**Task instructions:** What is the number of lines in these entries that include "Hazeleger"? Write that number and no other text.

**Dataset entries:**
_ _ _ _ _
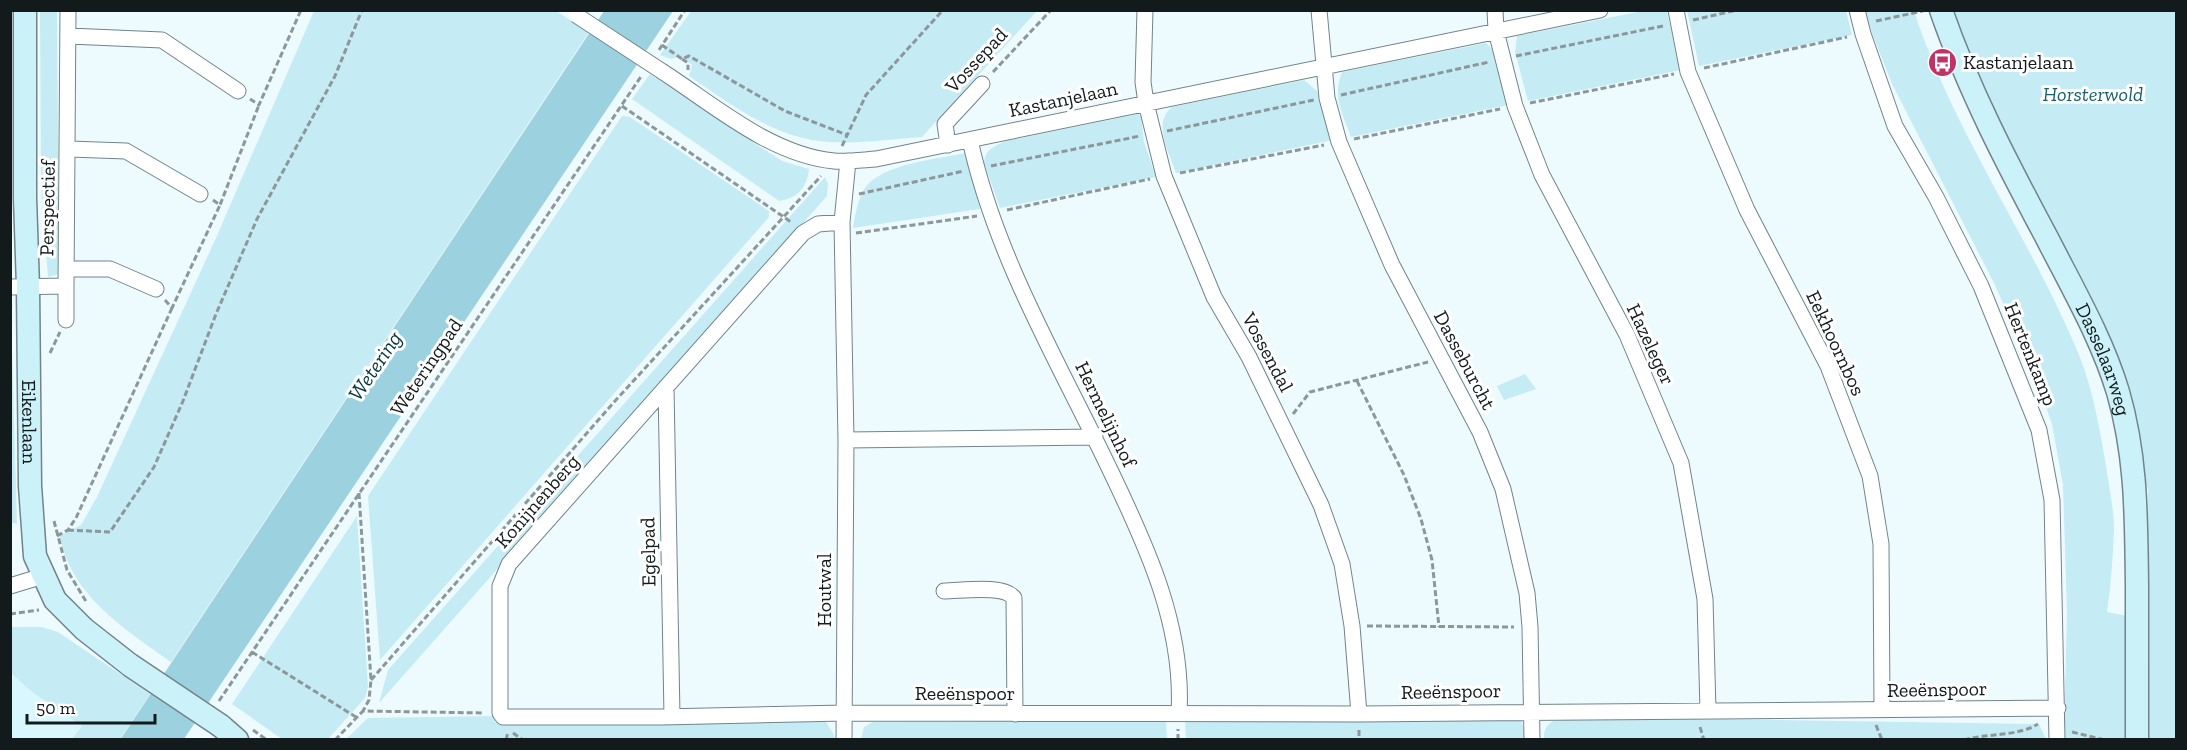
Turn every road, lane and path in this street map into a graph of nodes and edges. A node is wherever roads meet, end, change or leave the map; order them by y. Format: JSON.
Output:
{"nodes":[{"id":1,"x":25,"y":10,"type":"edge"},
{"id":2,"x":68,"y":10,"type":"edge"},
{"id":3,"x":301,"y":10,"type":"edge"},
{"id":4,"x":362,"y":10,"type":"edge"},
{"id":5,"x":685,"y":10,"type":"edge"},
{"id":6,"x":943,"y":10,"type":"edge"},
{"id":7,"x":1052,"y":10,"type":"edge"},
{"id":8,"x":1145,"y":10,"type":"edge"},
{"id":9,"x":1319,"y":10,"type":"edge"},
{"id":10,"x":1495,"y":10,"type":"edge"},
{"id":11,"x":1600,"y":10,"type":"edge"},
{"id":12,"x":1737,"y":10,"type":"edge"},
{"id":13,"x":1857,"y":10,"type":"edge"},
{"id":14,"x":1927,"y":10,"type":"edge"},
{"id":15,"x":1941,"y":10,"type":"edge"},
{"id":16,"x":573,"y":13,"type":"edge"},
{"id":17,"x":1677,"y":17,"type":"edge"},
{"id":18,"x":1496,"y":31,"type":"junction"},
{"id":19,"x":1863,"y":34,"type":"junction"},
{"id":20,"x":69,"y":36,"type":"junction"},
{"id":21,"x":662,"y":45,"type":"junction"},
{"id":22,"x":656,"y":54,"type":"dead end"},
{"id":23,"x":682,"y":59,"type":"junction"},
{"id":24,"x":1503,"y":59,"type":"junction"},
{"id":25,"x":1323,"y":67,"type":"junction"},
{"id":26,"x":645,"y":71,"type":"dead end"},
{"id":27,"x":1688,"y":72,"type":"junction"},
{"id":28,"x":687,"y":75,"type":"dead end"},
{"id":29,"x":982,"y":84,"type":"joint"},
{"id":30,"x":238,"y":91,"type":"joint"},
{"id":31,"x":1327,"y":98,"type":"junction"},
{"id":32,"x":1146,"y":103,"type":"junction"},
{"id":33,"x":259,"y":105,"type":"junction"},
{"id":34,"x":622,"y":106,"type":"junction"},
{"id":35,"x":1515,"y":106,"type":"junction"},
{"id":36,"x":1153,"y":134,"type":"junction"},
{"id":37,"x":847,"y":135,"type":"junction"},
{"id":38,"x":970,"y":140,"type":"junction"},
{"id":39,"x":1339,"y":142,"type":"junction"},
{"id":40,"x":948,"y":145,"type":"junction"},
{"id":41,"x":69,"y":149,"type":"junction"},
{"id":42,"x":841,"y":161,"type":"junction"},
{"id":43,"x":976,"y":169,"type":"junction"},
{"id":44,"x":1164,"y":176,"type":"junction"},
{"id":45,"x":845,"y":193,"type":"junction"},
{"id":46,"x":200,"y":194,"type":"joint"},
{"id":47,"x":220,"y":205,"type":"junction"},
{"id":48,"x":990,"y":214,"type":"junction"},
{"id":49,"x":785,"y":216,"type":"junction"},
{"id":50,"x":842,"y":229,"type":"junction"},
{"id":51,"x":803,"y":233,"type":"junction"},
{"id":52,"x":67,"y":269,"type":"junction"},
{"id":53,"x":66,"y":286,"type":"junction"},
{"id":54,"x":19,"y":287,"type":"edge"},
{"id":55,"x":156,"y":289,"type":"joint"},
{"id":56,"x":172,"y":308,"type":"junction"},
{"id":57,"x":66,"y":320,"type":"joint"},
{"id":58,"x":1441,"y":358,"type":"junction"},
{"id":59,"x":49,"y":362,"type":"dead end"},
{"id":60,"x":1357,"y":381,"type":"junction"},
{"id":61,"x":666,"y":387,"type":"junction"},
{"id":62,"x":1283,"y":426,"type":"junction"},
{"id":63,"x":1095,"y":437,"type":"junction"},
{"id":64,"x":846,"y":440,"type":"junction"},
{"id":65,"x":359,"y":492,"type":"junction"},
{"id":66,"x":52,"y":513,"type":"dead end"},
{"id":67,"x":68,"y":530,"type":"junction"},
{"id":68,"x":57,"y":536,"type":"junction"},
{"id":69,"x":43,"y":576,"type":"junction"},
{"id":70,"x":10,"y":586,"type":"edge"},
{"id":71,"x":944,"y":591,"type":"dead end"},
{"id":72,"x":88,"y":604,"type":"dead end"},
{"id":73,"x":1352,"y":626,"type":"junction"},
{"id":74,"x":1439,"y":627,"type":"junction"},
{"id":75,"x":1530,"y":627,"type":"junction"},
{"id":76,"x":252,"y":652,"type":"junction"},
{"id":77,"x":370,"y":680,"type":"junction"},
{"id":78,"x":219,"y":701,"type":"dead end"},
{"id":79,"x":1882,"y":710,"type":"junction"},
{"id":80,"x":363,"y":711,"type":"junction"},
{"id":81,"x":1532,"y":711,"type":"junction"},
{"id":82,"x":1708,"y":711,"type":"junction"},
{"id":83,"x":500,"y":712,"type":"junction"},
{"id":84,"x":844,"y":713,"type":"junction"},
{"id":85,"x":1179,"y":713,"type":"junction"},
{"id":86,"x":1015,"y":714,"type":"junction"},
{"id":87,"x":1359,"y":714,"type":"junction"},
{"id":88,"x":2057,"y":715,"type":"junction"},
{"id":89,"x":672,"y":716,"type":"junction"},
{"id":90,"x":356,"y":717,"type":"junction"},
{"id":91,"x":509,"y":730,"type":"dead end"},
{"id":92,"x":229,"y":733,"type":"edge"},
{"id":93,"x":334,"y":740,"type":"edge"},
{"id":94,"x":523,"y":740,"type":"edge"},
{"id":95,"x":844,"y":740,"type":"edge"},
{"id":96,"x":1532,"y":740,"type":"edge"},
{"id":97,"x":1964,"y":740,"type":"edge"},
{"id":98,"x":2057,"y":740,"type":"edge"},
{"id":99,"x":2104,"y":740,"type":"edge"},
{"id":100,"x":2137,"y":740,"type":"edge"}],
"edges":[{"from":1,"to":54,"type":"street","name":"Eikenlaan"},
{"from":2,"to":20,"type":"street","name":"Perspectief"},
{"from":3,"to":33,"type":"path"},
{"from":4,"to":67,"type":"path"},
{"from":5,"to":21,"type":"path"},
{"from":6,"to":37,"type":"path"},
{"from":7,"to":29,"type":"path","name":"Vossepad"},
{"from":8,"to":32,"type":"street","name":"Vossendal"},
{"from":9,"to":25,"type":"street","name":"Dasseburcht"},
{"from":10,"to":18,"type":"street","name":"Hazeleger"},
{"from":11,"to":18,"type":"street","name":"Kastanjelaan"},
{"from":12,"to":17,"type":"path"},
{"from":13,"to":19,"type":"street","name":"Hertenkamp"},
{"from":14,"to":19,"type":"path"},
{"from":15,"to":100,"type":"street","name":"Dasselaarweg"},
{"from":16,"to":42,"type":"street","name":"Kastanjelaan","bridge":true},
{"from":17,"to":24,"type":"path"},
{"from":17,"to":27,"type":"street","name":"Eekhoornbos"},
{"from":18,"to":24,"type":"street","name":"Hazeleger"},
{"from":18,"to":25,"type":"street","name":"Kastanjelaan"},
{"from":19,"to":27,"type":"path"},
{"from":19,"to":88,"type":"street","name":"Hertenkamp"},
{"from":20,"to":30,"type":"street"},
{"from":20,"to":41,"type":"street","name":"Perspectief"},
{"from":21,"to":22,"type":"path"},
{"from":21,"to":23,"type":"path"},
{"from":23,"to":28,"type":"path"},
{"from":23,"to":37,"type":"path"},
{"from":24,"to":31,"type":"path"},
{"from":24,"to":35,"type":"street","name":"Hazeleger"},
{"from":25,"to":31,"type":"street","name":"Dasseburcht"},
{"from":25,"to":32,"type":"street","name":"Kastanjelaan"},
{"from":26,"to":34,"type":"path","name":"Weteringpad"},
{"from":27,"to":35,"type":"path"},
{"from":27,"to":79,"type":"street","name":"Eekhoornbos"},
{"from":29,"to":40,"type":"street","name":"Vossepad"},
{"from":30,"to":33,"type":"path"},
{"from":31,"to":36,"type":"path"},
{"from":31,"to":39,"type":"street","name":"Dasseburcht"},
{"from":32,"to":36,"type":"street","name":"Vossendal"},
{"from":32,"to":38,"type":"street","name":"Kastanjelaan"},
{"from":33,"to":47,"type":"path"},
{"from":34,"to":49,"type":"path"},
{"from":34,"to":65,"type":"path","name":"Weteringpad"},
{"from":35,"to":39,"type":"path"},
{"from":35,"to":82,"type":"street","name":"Hazeleger"},
{"from":36,"to":43,"type":"path"},
{"from":36,"to":44,"type":"street","name":"Vossendal"},
{"from":37,"to":42,"type":"path"},
{"from":38,"to":40,"type":"street","name":"Kastanjelaan"},
{"from":38,"to":43,"type":"street","name":"Hermelijnhof"},
{"from":39,"to":44,"type":"path"},
{"from":39,"to":58,"type":"street","name":"Dasseburcht"},
{"from":40,"to":42,"type":"street","name":"Kastanjelaan"},
{"from":41,"to":46,"type":"street","name":"Perspectief"},
{"from":41,"to":52,"type":"street","name":"Perspectief"},
{"from":42,"to":45,"type":"street","name":"Houtwal"},
{"from":42,"to":49,"type":"path"},
{"from":43,"to":45,"type":"path"},
{"from":43,"to":48,"type":"street","name":"Hermelijnhof"},
{"from":44,"to":48,"type":"path"},
{"from":44,"to":62,"type":"street","name":"Vossendal"},
{"from":45,"to":50,"type":"street","name":"Houtwal"},
{"from":46,"to":47,"type":"path"},
{"from":47,"to":56,"type":"path"},
{"from":48,"to":50,"type":"path"},
{"from":48,"to":63,"type":"street","name":"Hermelijnhof"},
{"from":49,"to":51,"type":"path"},
{"from":49,"to":77,"type":"path"},
{"from":50,"to":51,"type":"street","name":"Konijnenberg"},
{"from":50,"to":64,"type":"street","name":"Houtwal"},
{"from":51,"to":61,"type":"street","name":"Konijnenberg"},
{"from":52,"to":53,"type":"street","name":"Perspectief"},
{"from":52,"to":55,"type":"street","name":"Perspectief"},
{"from":53,"to":54,"type":"street"},
{"from":53,"to":57,"type":"street","name":"Perspectief"},
{"from":54,"to":69,"type":"street","name":"Eikenlaan"},
{"from":55,"to":56,"type":"path"},
{"from":56,"to":67,"type":"path"},
{"from":57,"to":59,"type":"path","name":"Eikenlaan"},
{"from":58,"to":60,"type":"path"},
{"from":58,"to":75,"type":"street","name":"Dasseburcht"},
{"from":60,"to":62,"type":"path"},
{"from":60,"to":74,"type":"path"},
{"from":61,"to":83,"type":"street","name":"Konijnenberg"},
{"from":61,"to":89,"type":"street","name":"Egelpad"},
{"from":62,"to":73,"type":"street","name":"Vossendal"},
{"from":63,"to":64,"type":"street"},
{"from":63,"to":85,"type":"street","name":"Hermelijnhof"},
{"from":64,"to":84,"type":"street","name":"Houtwal"},
{"from":65,"to":76,"type":"path","name":"Weteringpad"},
{"from":65,"to":77,"type":"path"},
{"from":66,"to":68,"type":"path"},
{"from":67,"to":68,"type":"path"},
{"from":68,"to":72,"type":"path"},
{"from":69,"to":70,"type":"street"},
{"from":69,"to":92,"type":"street","name":"Eikenlaan","bridge":true},
{"from":71,"to":86,"type":"street"},
{"from":73,"to":74,"type":"path"},
{"from":73,"to":87,"type":"street","name":"Vossendal"},
{"from":74,"to":75,"type":"path"},
{"from":75,"to":81,"type":"street","name":"Dasseburcht"},
{"from":76,"to":78,"type":"path","name":"Weteringpad"},
{"from":76,"to":90,"type":"path"},
{"from":77,"to":80,"type":"path"},
{"from":79,"to":82,"type":"street","name":"Reeënspoor"},
{"from":79,"to":88,"type":"street","name":"Reeënspoor"},
{"from":80,"to":83,"type":"path"},
{"from":80,"to":90,"type":"path"},
{"from":81,"to":82,"type":"street","name":"Reeënspoor"},
{"from":81,"to":87,"type":"street","name":"Reeënspoor"},
{"from":81,"to":96,"type":"street","name":"Dasseburcht"},
{"from":83,"to":89,"type":"street"},
{"from":84,"to":86,"type":"street","name":"Reeënspoor"},
{"from":84,"to":89,"type":"street"},
{"from":84,"to":95,"type":"street","name":"Houtwal"},
{"from":85,"to":86,"type":"street","name":"Reeënspoor"},
{"from":85,"to":87,"type":"street","name":"Reeënspoor"},
{"from":88,"to":97,"type":"path"},
{"from":88,"to":98,"type":"street","name":"Hertenkamp"},
{"from":88,"to":99,"type":"path"},
{"from":90,"to":93,"type":"path"},
{"from":91,"to":94,"type":"path"}]}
_ _ _ _ _
**Exercise solution:** 4